L’inclusione è cultura, non adempimento
L’inclusione non si costruisce con i moduli, i bandi o i progetti da approvare “a norma”. Si costruisce con lo sguardo, con l’ascolto, con la disponibilità a mettere in discussione ciò che si è sempre fatto. L’accessibilità autentica non è una prestazione tecnica, ma un atto di responsabilità culturale. È più facile mettere un interprete Lis in un video che chiedersi se quel contenuto sarà fruibile dalla maggioranza delle persone sorde. È più semplice installare una rampa che rivedere un’intera esperienza d’uso. È più comodo assumere una persona con disabilità perché richiesto dalla legge che cambiare il modo in cui si gestisce un team.
È più comodo assumere una persona con disabilità perché richiesto dalla legge che cambiare il modo in cui si gestisce un team
Ma ogni volta che si agisce solo per dovere, si tradisce lo scopo dell’accessibilità. Si crea una facciata, una messinscena, un’inclusione che esiste solo nella documentazione. Per superare tutto questo serve un cambio di mentalità. Un museo può essere veramente accessibile solo se si mette nei panni della persona che lo visiterà. Un servizio è inclusivo quando nasce da una domanda vera: “A chi è rivolto? Cosa rende possibile o impossibile la partecipazione?”
In fondo, non si tratta di fare di più. Si tratta di fare diversamente. Di passare dal rispetto della norma al rispetto della persona. Perché l’inclusione, quella vera, non si misura in centimetri, maniglioni o caselle spuntate.
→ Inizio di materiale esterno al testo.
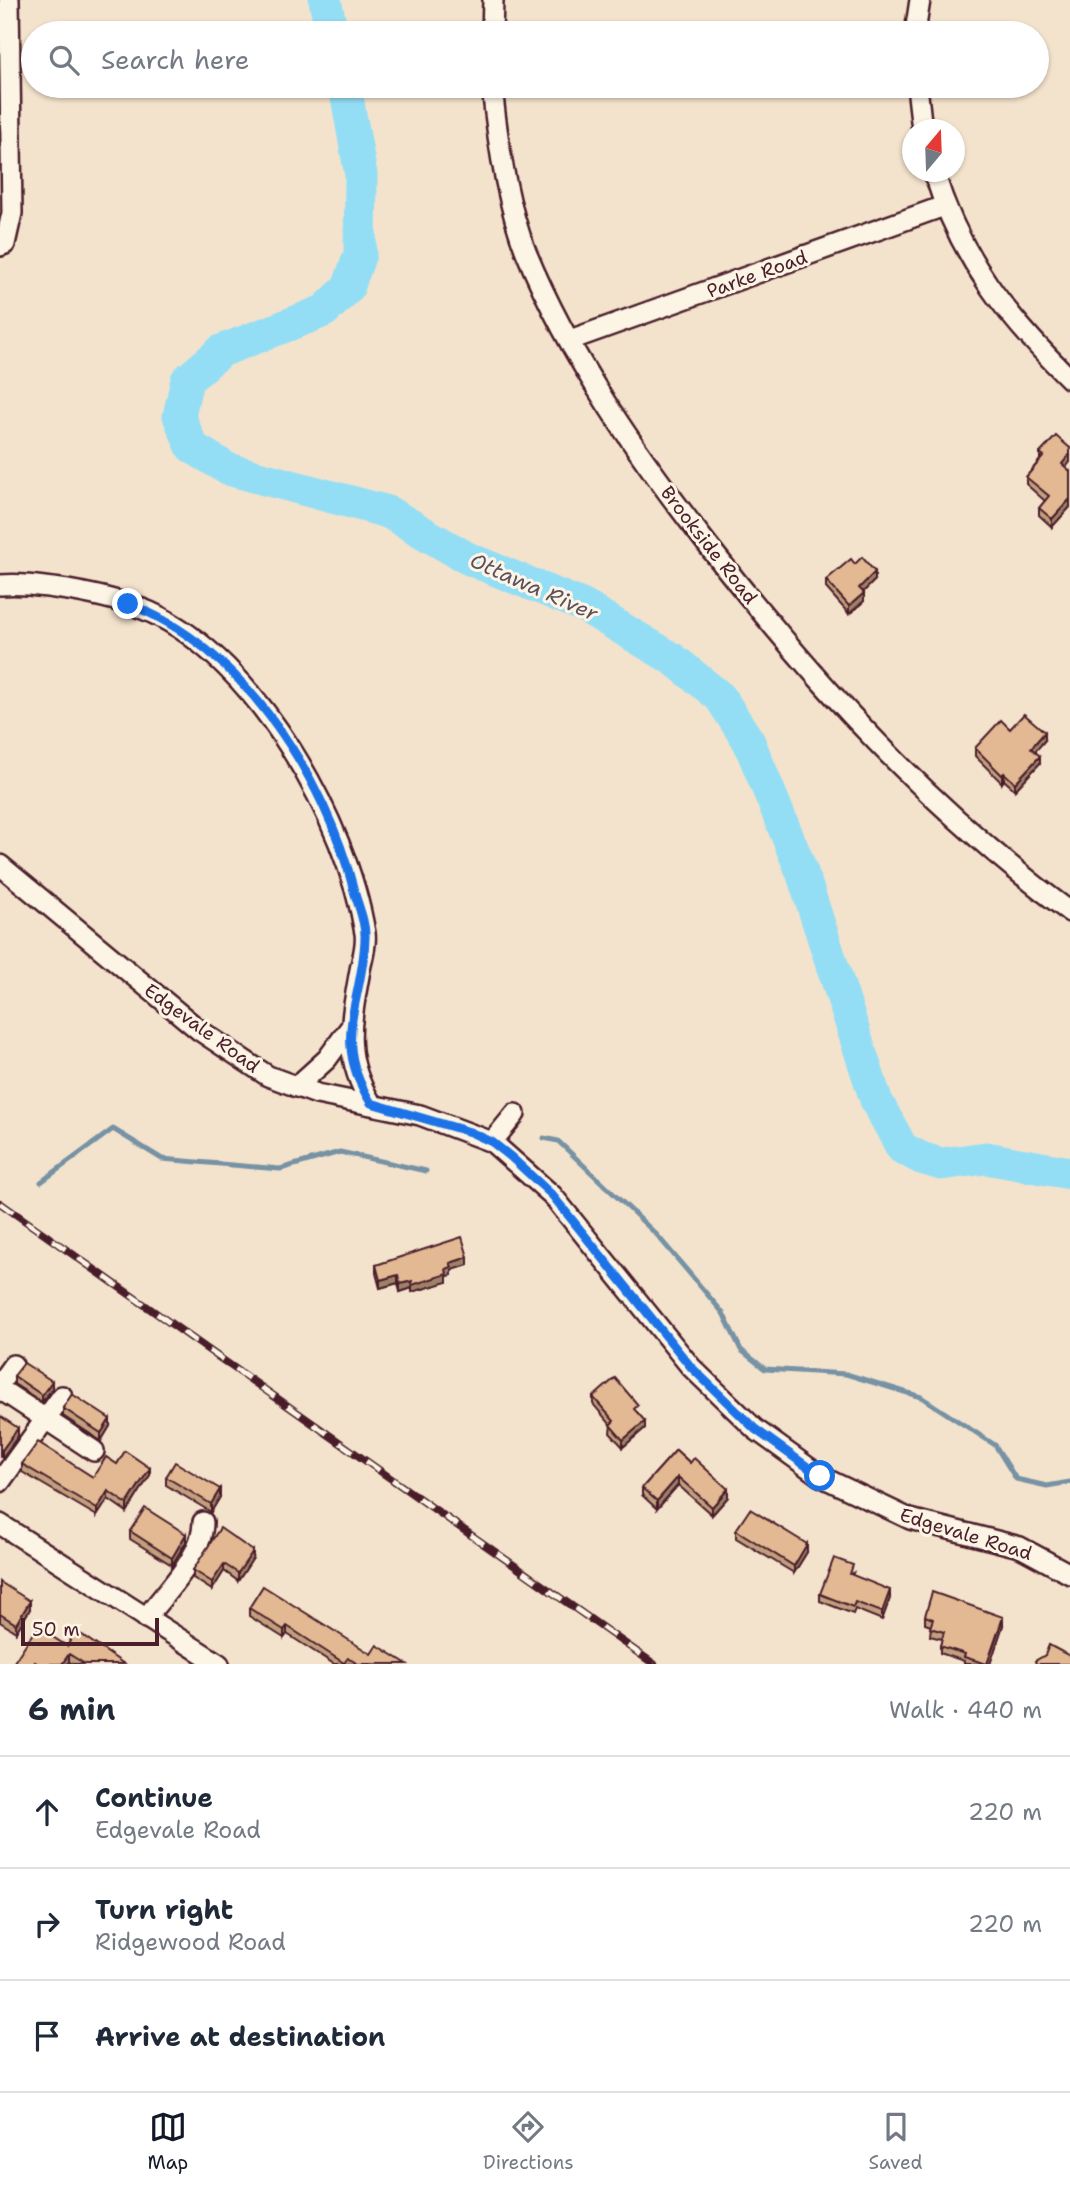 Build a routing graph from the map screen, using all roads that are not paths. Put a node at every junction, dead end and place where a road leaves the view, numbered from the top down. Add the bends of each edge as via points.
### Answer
1 (9, 0) edge
2 (493, 0) edge
3 (920, 0) edge
4 (492, 21) edge
5 (917, 21) edge
6 (494, 98) edge
7 (918, 98) edge
8 (921, 119) edge
9 (937, 182) edge
10 (944, 205) junction
11 (0, 246) edge
12 (570, 340) junction
13 (1070, 379) edge
14 (0, 585) edge
15 (0, 865) edge
16 (1070, 912) edge
17 (349, 1029) junction
18 (296, 1087) junction
19 (371, 1103) junction
20 (515, 1114) dead end
21 (492, 1142) junction
22 (13, 1365) dead end
23 (0, 1383) edge
24 (0, 1390) edge
25 (62, 1396) dead end
26 (45, 1420) junction
27 (94, 1451) dead end
28 (0, 1482) edge
29 (203, 1521) dead end
30 (0, 1524) edge
31 (1070, 1574) edge
32 (146, 1618) junction
33 (209, 1661) edge

1 - 11 street via 12,213 5,244
2 - 4 street
3 - 5 street
6 - 12 street, Brookside Road via 525,249
7 - 8 street
9 - 10 street
10 - 12 street, Parke Road
10 - 13 street via 984,282 1028,337
12 - 16 street, Brookside Road via 668,494 800,658 955,821
14 - 17 street via 21,583 103,596 152,613 218,660 289,743 308,773 346,859 366,936
15 - 18 street, Edgevale Road via 199,1030 268,1076
17 - 18 street via 327,1059
17 - 19 street via 355,1070
18 - 19 street, Edgevale Road
19 - 21 street, Edgevale Road via 420,1115
20 - 21 street
21 - 31 street, Edgevale Road via 552,1195 691,1367 755,1429 820,1476 865,1500 910,1519 1020,1547
22 - 23 street
24 - 26 street
25 - 26 street
26 - 27 street
26 - 28 street
29 - 32 street via 193,1554
30 - 32 street
32 - 33 street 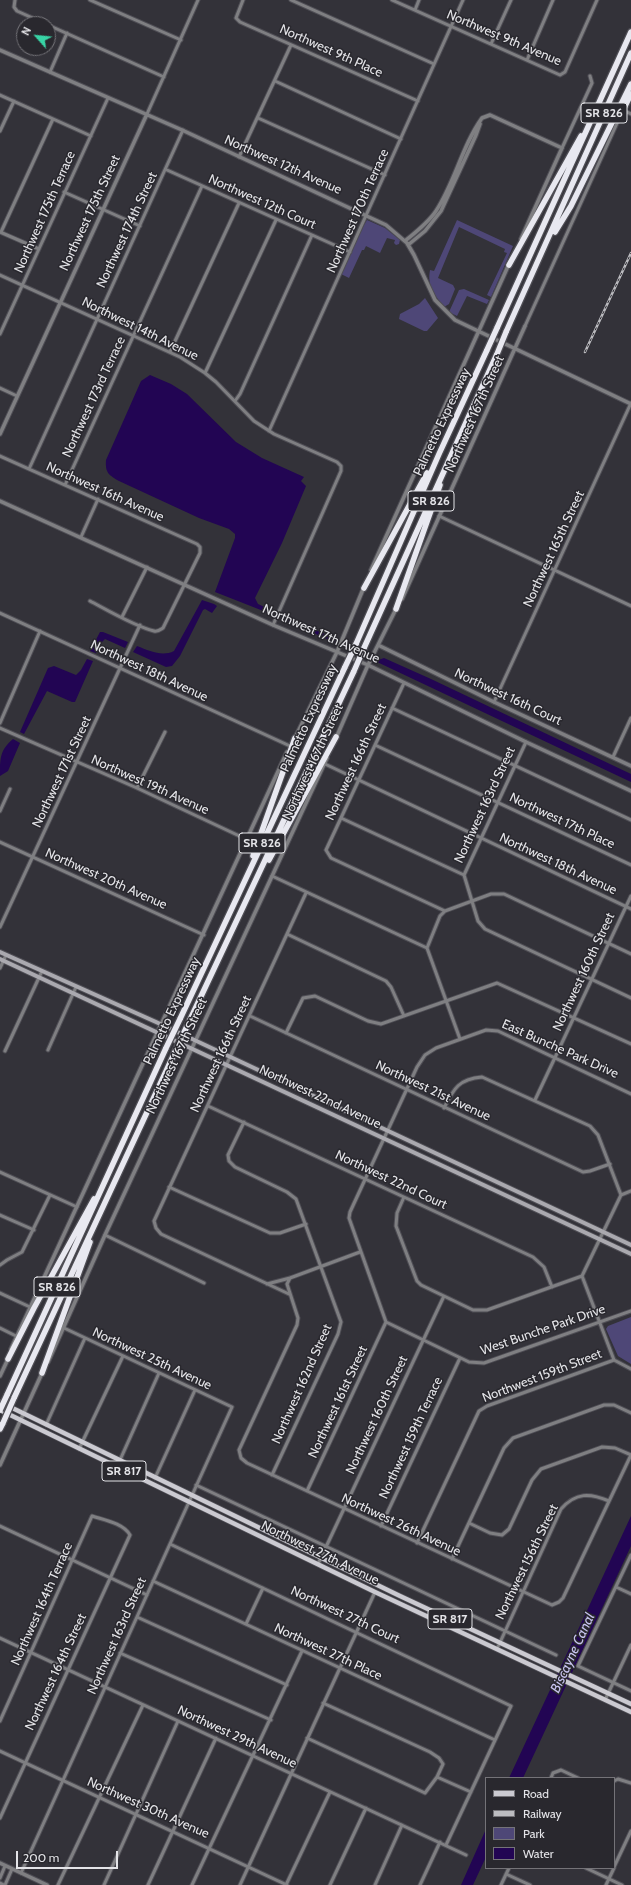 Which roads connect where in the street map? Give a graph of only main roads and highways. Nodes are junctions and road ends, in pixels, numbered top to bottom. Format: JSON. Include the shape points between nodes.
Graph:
{"nodes":[{"id":1,"x":631,"y":32,"type":"edge"},
{"id":2,"x":630,"y":55,"type":"edge"},
{"id":3,"x":631,"y":84,"type":"edge"},
{"id":4,"x":631,"y":94,"type":"edge"},
{"id":5,"x":623,"y":110,"type":"road end"},
{"id":6,"x":590,"y":122,"type":"junction"},
{"id":7,"x":542,"y":252,"type":"junction"},
{"id":8,"x":509,"y":265,"type":"road end"},
{"id":9,"x":439,"y":454,"type":"junction"},
{"id":10,"x":442,"y":476,"type":"junction"},
{"id":11,"x":364,"y":588,"type":"road end"},
{"id":12,"x":396,"y":609,"type":"road end"},
{"id":13,"x":336,"y":737,"type":"road end"},
{"id":14,"x":295,"y":738,"type":"road end"},
{"id":15,"x":257,"y":878,"type":"junction"},
{"id":16,"x":234,"y":902,"type":"junction"},
{"id":17,"x":0,"y":952,"type":"edge"},
{"id":18,"x":2,"y":960,"type":"edge"},
{"id":19,"x":106,"y":1180,"type":"junction"},
{"id":20,"x":99,"y":1219,"type":"junction"},
{"id":21,"x":631,"y":1245,"type":"edge"},
{"id":22,"x":631,"y":1254,"type":"edge"},
{"id":23,"x":8,"y":1359,"type":"road end"},
{"id":24,"x":42,"y":1373,"type":"road end"},
{"id":25,"x":0,"y":1402,"type":"edge"},
{"id":26,"x":0,"y":1410,"type":"edge"},
{"id":27,"x":0,"y":1429,"type":"edge"},
{"id":28,"x":241,"y":1518,"type":"junction"},
{"id":29,"x":237,"y":1525,"type":"junction"},
{"id":30,"x":375,"y":1592,"type":"junction"},
{"id":31,"x":413,"y":1602,"type":"junction"},
{"id":32,"x":631,"y":1704,"type":"edge"},
{"id":33,"x":631,"y":1712,"type":"edge"}],
"edges":[{"from":1,"to":6,"type":"highway","name":"Palmetto Expressway","number":"SR 826"},
{"from":2,"to":7,"type":"highway","name":"Palmetto Expressway","number":"SR 826"},
{"from":3,"to":7,"type":"highway","via":[[571,206]]},
{"from":4,"to":5,"type":"highway"},
{"from":6,"to":8,"type":"highway","via":[[574,146]]},
{"from":6,"to":9,"type":"highway","name":"Palmetto Expressway","number":"SR 826","bridge":true},
{"from":7,"to":10,"type":"highway","name":"Palmetto Expressway","number":"SR 826","bridge":true},
{"from":9,"to":11,"type":"highway"},
{"from":9,"to":16,"type":"highway","name":"Palmetto Expressway","number":"SR 826","bridge":true,"via":[[356,644]]},
{"from":10,"to":12,"type":"highway","via":[[439,492]]},
{"from":10,"to":15,"type":"highway","name":"Palmetto Expressway","number":"SR 826","bridge":true},
{"from":13,"to":15,"type":"highway"},
{"from":14,"to":16,"type":"highway","via":[[272,808]]},
{"from":15,"to":20,"type":"highway","name":"Palmetto Expressway","number":"SR 826","bridge":true},
{"from":16,"to":19,"type":"highway","name":"Palmetto Expressway","number":"SR 826","bridge":true},
{"from":17,"to":21,"type":"main road","name":"Northwest 22nd Avenue","via":[[162,1025]]},
{"from":18,"to":22,"type":"main road","name":"Northwest 22nd Avenue"},
{"from":19,"to":23,"type":"highway","via":[[37,1301]]},
{"from":19,"to":26,"type":"highway","name":"Palmetto Expressway","number":"SR 826","bridge":true},
{"from":20,"to":24,"type":"highway"},
{"from":20,"to":27,"type":"highway","name":"Palmetto Expressway","number":"SR 826","bridge":true},
{"from":25,"to":28,"type":"main road","name":"Northwest 27th Avenue","number":"SR 817"},
{"from":26,"to":29,"type":"main road","name":"Northwest 27th Avenue","number":"SR 817"},
{"from":28,"to":29,"type":"main road"},
{"from":28,"to":31,"type":"main road","name":"Northwest 27th Avenue","number":"SR 817"},
{"from":29,"to":30,"type":"main road","name":"Northwest 27th Avenue","number":"SR 817"},
{"from":30,"to":31,"type":"main road","via":[[380,1589]]},
{"from":30,"to":33,"type":"main road","name":"Northwest 27th Avenue","number":"SR 817"},
{"from":31,"to":32,"type":"main road","name":"Northwest 27th Avenue","number":"SR 817"}]} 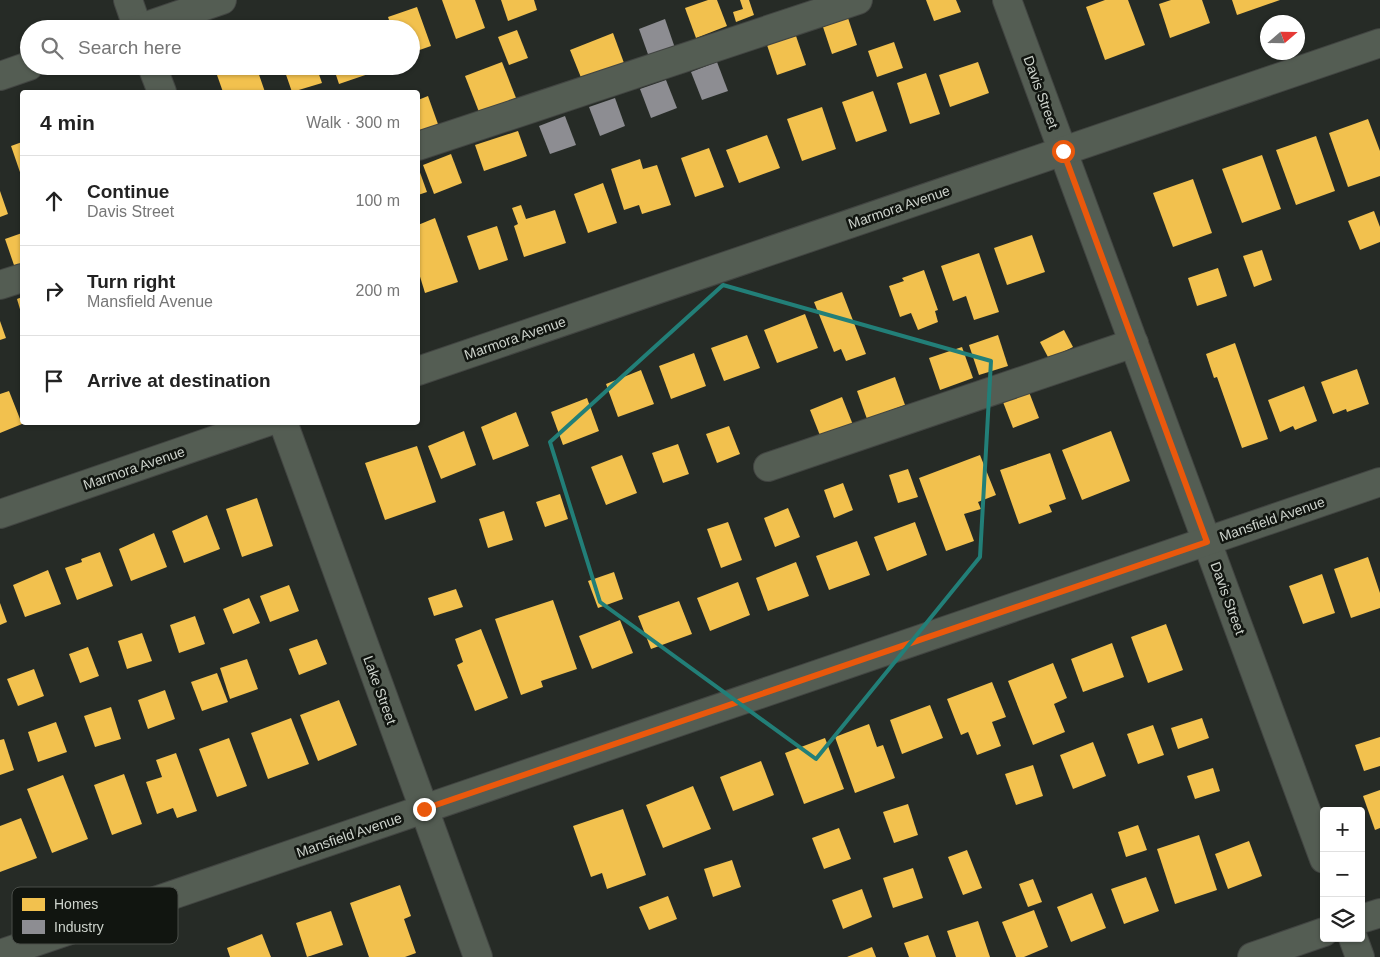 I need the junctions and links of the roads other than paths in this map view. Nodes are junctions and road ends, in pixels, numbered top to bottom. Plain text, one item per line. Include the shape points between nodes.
1 (128, 0) edge
2 (222, 0) edge
3 (858, 0) edge
4 (1007, 0) edge
5 (135, 20) edge
6 (164, 20) edge
7 (1380, 43) edge
8 (20, 69) edge
9 (155, 75) edge
10 (0, 76) edge
11 (161, 90) edge
12 (420, 145) edge
13 (1063, 151) junction
14 (20, 279) edge
15 (0, 285) edge
16 (1134, 343) junction
17 (420, 370) edge
18 (258, 425) edge
19 (284, 425) edge
20 (768, 467) dead end
21 (1380, 482) edge
22 (0, 514) edge
23 (1207, 542) junction
24 (424, 809) junction
25 (1321, 852) edge
26 (178, 893) edge
27 (1380, 913) edge
28 (1365, 919) edge
29 (1320, 933) edge
30 (1354, 942) edge
31 (29, 944) edge
32 (0, 954) edge
33 (478, 957) edge
34 (1252, 957) edge
35 (1360, 957) edge

1 - 5 street
2 - 6 street
3 - 12 street
4 - 13 street, Davis Street
7 - 13 street, Marmora Avenue
8 - 10 street
9 - 11 street
13 - 16 street, Davis Street
13 - 17 street, Marmora Avenue
14 - 15 street
16 - 20 street
16 - 23 street, Davis Street
18 - 22 street, Marmora Avenue
19 - 24 street, Lake Street
21 - 23 street, Mansfield Avenue
23 - 24 street, Mansfield Avenue
23 - 25 street, Davis Street
24 - 26 street, Mansfield Avenue
24 - 33 street, Lake Street
27 - 28 street
29 - 34 street
30 - 35 street
31 - 32 street, Mansfield Avenue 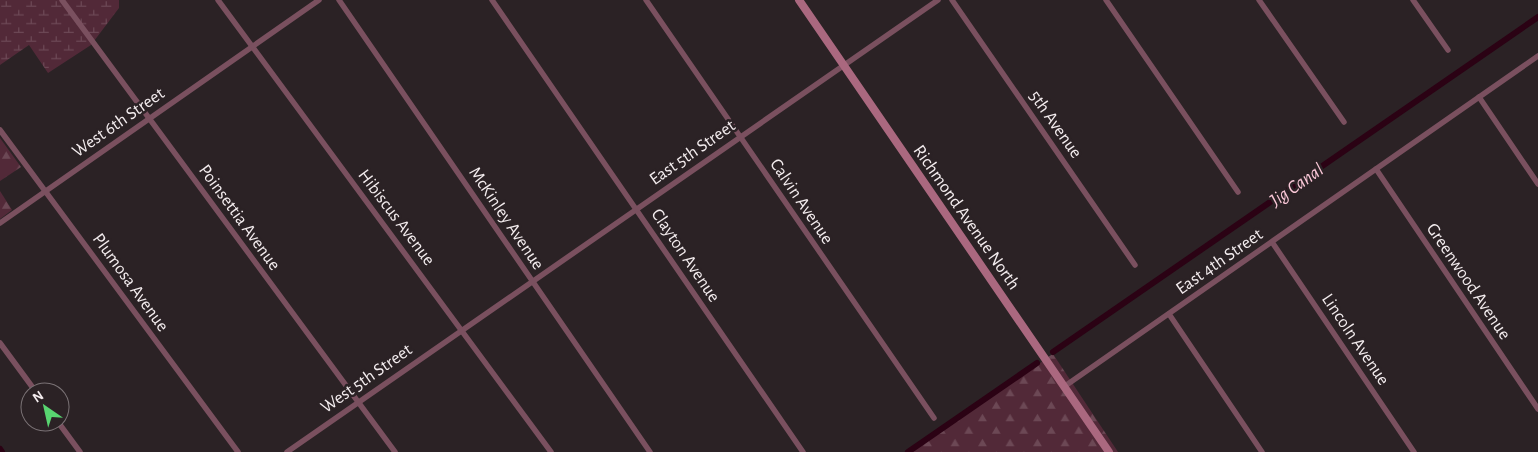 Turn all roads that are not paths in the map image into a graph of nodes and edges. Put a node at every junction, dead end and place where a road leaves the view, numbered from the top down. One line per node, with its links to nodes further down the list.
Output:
1 (62, 0): 18 (street, Poinsettia Avenue)
2 (218, 0): 13 (street, Hibiscus Avenue)
3 (319, 0): 13 (street, West 6th Street)
4 (339, 0): 30 (street, McKinley Avenue)
5 (492, 0): 26 (street, Clayton Avenue)
6 (646, 0): 21 (street, Calvin Avenue)
7 (799, 0): 16 (street, Richmond Avenue North)
8 (938, 0): 16 (street, East 5th Street)
9 (952, 0): 29 (street, 5th Avenue)
10 (1106, 0): 25 (street)
11 (1259, 0): 19 (street)
12 (1413, 0): 14 (street)
13 (252, 46): 18 (street, West 6th Street); 32 (street, Hibiscus Avenue)
14 (1448, 50)
15 (1538, 56): 17 (street, East 4th Street)
16 (844, 66): 21 (street, East 5th Street); 35 (street, Richmond Avenue North)
17 (1479, 97): 22 (street, East 4th Street); 23 (street)
18 (149, 118): 24 (street, West 6th Street); 36 (street, Poinsettia Avenue)
19 (1344, 122)
20 (0, 130): 24 (street, Plumosa Avenue)
21 (740, 137): 26 (street, East 5th Street); 38 (street, Calvin Avenue)
22 (1376, 169): 28 (street, East 4th Street); 37 (street, Greenwood Avenue)
23 (1538, 184)
24 (46, 191): 27 (street, West 6th Street); 41 (street, Plumosa Avenue)
25 (1238, 192)
26 (636, 209): 30 (street, East 5th Street); 46 (street, Clayton Avenue)
27 (0, 223)
28 (1272, 242): 31 (street, East 4th Street); 49 (street, Lincoln Avenue)
29 (1135, 265)
30 (532, 281): 32 (street, East 5th Street); 45 (street, McKinley Avenue)
31 (1169, 314): 35 (street, East 4th Street); 48 (street)
32 (462, 330): 36 (street, West 5th Street); 44 (street, Hibiscus Avenue)
33 (0, 343): 34 (street)
34 (29, 382)
35 (1065, 386): 47 (street, Richmond Avenue North)
36 (358, 402): 42 (street, West 5th Street); 43 (street, Poinsettia Avenue)
37 (1538, 409)
38 (934, 418)
39 (65, 432): 40 (street)
40 (80, 452)
41 (238, 452)
42 (287, 452)
43 (394, 452)
44 (552, 452)
45 (650, 452)
46 (803, 452)
47 (1109, 452)
48 (1262, 452)
49 (1414, 452)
Si misura in partecipazione. E si misura anche nel tempo.
Perché ogni conquista, ogni passo in avanti, dovrebbe diventare patrimonio stabile e condiviso. E invece, troppo spesso, si è costretti a ricominciare da capo. Si organizza un concerto con la presenza di interpreti LIS e sottotitoli per le persone sorde e ipoudenti – ed è un successo, si crea una rete di collaborazione, si definiscono buone prassi. Ma all’evento successivo, come se nulla fosse accaduto, si torna indietro. Nessuna traccia, nessuna continuità. Peccato: quel piccolo grande passo poteva diventare la nuova regola. Invece resta un’eccezione. È questo il vero fallimento culturale: non saper costruire memoria. Non fare dell’esperienza inclusiva un precedente strutturale, replicabile, acquisito. Cambia il referente, cambia l’assessore, cambia il direttore – e si azzera tutto. Come se l’inclusione fosse solo il frutto di una volontà personale, e non un tratto identitario di un’organizzazione. Troppi ambiti – dalla scuola al lavoro, dalla cultura al turismo – si reggono ancora sull’impegno di pochi. Ma finché l’inclusione dipenderà da singoli illuminati, resterà fragile e temporanea. Ecco perché l’inclusione non può dipendere dai singoli. Deve diventare cultura diffusa, sistema, visione. Solo così smetteremo di rincorrere la norma e inizieremo a costruire normalità.